PROBLEM
Where the data below shows a picture, leave that picture out and copy the rest exactly.

=== INPUT ===

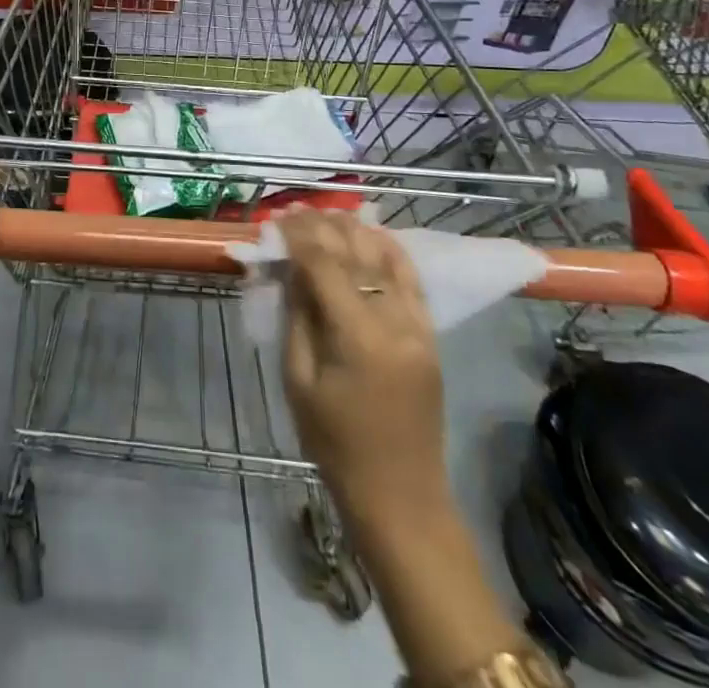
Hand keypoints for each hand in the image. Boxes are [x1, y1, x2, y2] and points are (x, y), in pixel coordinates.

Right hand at [279, 208, 447, 514]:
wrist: (401, 497)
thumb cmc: (335, 444)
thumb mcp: (298, 380)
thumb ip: (297, 316)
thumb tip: (291, 267)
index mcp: (358, 337)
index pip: (325, 265)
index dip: (299, 236)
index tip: (278, 217)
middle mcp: (395, 322)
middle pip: (356, 254)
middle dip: (323, 226)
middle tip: (295, 210)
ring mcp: (419, 327)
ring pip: (386, 259)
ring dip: (355, 230)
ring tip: (327, 213)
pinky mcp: (431, 335)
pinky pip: (411, 280)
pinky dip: (389, 251)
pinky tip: (371, 234)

===

RESULT OF THE EXERCISE
Hand keypoints for each hand in the image. Boxes are [x1, y1, x2, y2] and points are (x, y), in pixel coordinates.

Right hand at [279, 208, 447, 514]:
wrist: (401, 497)
thumb cmc: (335, 444)
thumb mcp: (298, 380)
thumb ip: (297, 316)
thumb tip: (291, 267)
index mcp: (358, 337)
index pip: (325, 265)
index dip: (299, 236)
index tip: (278, 217)
middle mcp: (395, 322)
middle pip: (356, 254)
middle dip: (323, 226)
middle tip: (295, 210)
ring mcp: (419, 327)
ring pip: (386, 259)
ring dip: (355, 230)
ring tip: (327, 213)
pinky mcp: (431, 335)
pinky pip: (411, 280)
pinky dip: (389, 251)
pinky tip: (371, 234)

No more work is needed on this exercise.